1The Eipo of Irian Java, the Indonesian half of New Guinea, were first contacted by Pierre Gaisseau and his expedition who crossed this part of the big island from south to north in 1959- Material acculturation started, on a small scale, about a decade later. Changes of mental, religious and social concepts began, on a big scale, with the missionizing efforts of a fundamentalist Christian group (Unevangelized Fields Mission, UFM). A number of ecological changes were initiated by our interdisciplinary team of scientists, e.g. the introduction of chickens and some metal tools.

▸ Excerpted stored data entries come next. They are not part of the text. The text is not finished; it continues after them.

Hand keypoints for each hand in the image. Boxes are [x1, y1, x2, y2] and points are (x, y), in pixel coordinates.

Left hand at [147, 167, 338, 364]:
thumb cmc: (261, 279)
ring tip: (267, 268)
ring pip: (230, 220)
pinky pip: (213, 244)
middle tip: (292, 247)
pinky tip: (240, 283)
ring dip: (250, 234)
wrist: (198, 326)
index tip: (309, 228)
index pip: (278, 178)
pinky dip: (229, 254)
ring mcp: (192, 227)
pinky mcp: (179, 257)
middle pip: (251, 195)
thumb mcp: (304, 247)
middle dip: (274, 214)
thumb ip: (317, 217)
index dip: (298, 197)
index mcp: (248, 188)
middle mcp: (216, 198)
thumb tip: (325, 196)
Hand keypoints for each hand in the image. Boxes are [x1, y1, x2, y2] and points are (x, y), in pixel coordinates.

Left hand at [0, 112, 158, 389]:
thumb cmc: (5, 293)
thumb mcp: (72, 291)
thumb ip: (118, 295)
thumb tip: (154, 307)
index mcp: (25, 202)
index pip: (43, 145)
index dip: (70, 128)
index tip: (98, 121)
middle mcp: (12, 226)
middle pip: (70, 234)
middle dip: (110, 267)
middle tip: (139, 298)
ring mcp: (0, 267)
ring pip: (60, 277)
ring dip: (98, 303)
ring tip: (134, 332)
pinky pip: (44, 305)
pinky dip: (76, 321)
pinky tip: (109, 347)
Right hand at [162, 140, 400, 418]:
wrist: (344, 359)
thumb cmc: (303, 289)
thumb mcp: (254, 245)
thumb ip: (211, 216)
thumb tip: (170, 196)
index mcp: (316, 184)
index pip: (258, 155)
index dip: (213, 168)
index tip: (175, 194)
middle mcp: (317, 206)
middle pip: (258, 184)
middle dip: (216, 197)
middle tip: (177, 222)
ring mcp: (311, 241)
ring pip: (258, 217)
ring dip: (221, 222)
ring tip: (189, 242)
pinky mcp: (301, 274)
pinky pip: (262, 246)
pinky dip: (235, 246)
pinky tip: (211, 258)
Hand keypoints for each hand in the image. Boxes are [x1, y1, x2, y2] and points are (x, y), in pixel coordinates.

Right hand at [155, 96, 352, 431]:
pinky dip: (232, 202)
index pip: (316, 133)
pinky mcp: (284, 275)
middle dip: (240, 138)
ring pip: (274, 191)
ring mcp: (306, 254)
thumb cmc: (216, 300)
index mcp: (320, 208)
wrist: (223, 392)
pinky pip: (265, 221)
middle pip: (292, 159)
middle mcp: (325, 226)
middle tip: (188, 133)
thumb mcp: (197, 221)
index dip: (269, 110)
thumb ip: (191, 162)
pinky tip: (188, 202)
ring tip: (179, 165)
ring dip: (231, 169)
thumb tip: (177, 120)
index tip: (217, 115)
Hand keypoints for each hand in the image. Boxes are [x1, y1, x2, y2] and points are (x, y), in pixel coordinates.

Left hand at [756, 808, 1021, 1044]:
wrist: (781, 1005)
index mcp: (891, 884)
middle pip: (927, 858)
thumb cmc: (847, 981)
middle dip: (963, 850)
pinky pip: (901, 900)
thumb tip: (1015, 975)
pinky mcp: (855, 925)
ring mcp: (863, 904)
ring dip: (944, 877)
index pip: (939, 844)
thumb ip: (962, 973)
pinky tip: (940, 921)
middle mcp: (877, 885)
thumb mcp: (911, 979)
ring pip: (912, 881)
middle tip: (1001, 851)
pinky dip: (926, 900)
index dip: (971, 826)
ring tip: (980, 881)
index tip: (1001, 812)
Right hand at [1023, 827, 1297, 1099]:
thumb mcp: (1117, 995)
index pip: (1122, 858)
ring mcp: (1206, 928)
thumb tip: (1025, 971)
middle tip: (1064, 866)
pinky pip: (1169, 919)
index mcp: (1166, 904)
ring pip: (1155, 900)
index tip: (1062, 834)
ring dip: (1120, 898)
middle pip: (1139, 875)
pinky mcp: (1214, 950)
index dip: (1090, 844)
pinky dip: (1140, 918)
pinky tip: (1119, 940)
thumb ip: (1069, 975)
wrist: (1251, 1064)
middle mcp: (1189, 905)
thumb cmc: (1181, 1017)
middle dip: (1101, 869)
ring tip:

The growing influence of the mission, beginning after the severe earthquakes in 1976, changed almost all spheres of life, from the physical structure of the villages to cosmogonic concepts and sacred rituals. There is no or at least no major influx yet of mining companies, the Indonesian government or military nor of islamic settlers, all of which are present already in various areas of the country. But there can be no doubt that massive changes are to come.

2In many ways this imminent shift to cosmopolitan culture (Coca Cola and the like) and to the specific Indonesian version of it will further challenge the cultural fundaments of these people who had survived in the isolated mountains of central New Guinea since the first arrival of their Papuan ancestors approximately 50.000 years ago. They had survived not only physically but with the whole mental and social infrastructure typical for Homo sapiens everywhere: the intricate set of norms, rules and traditions which are the result of interplay between our biological endowment and the forming forces of culture.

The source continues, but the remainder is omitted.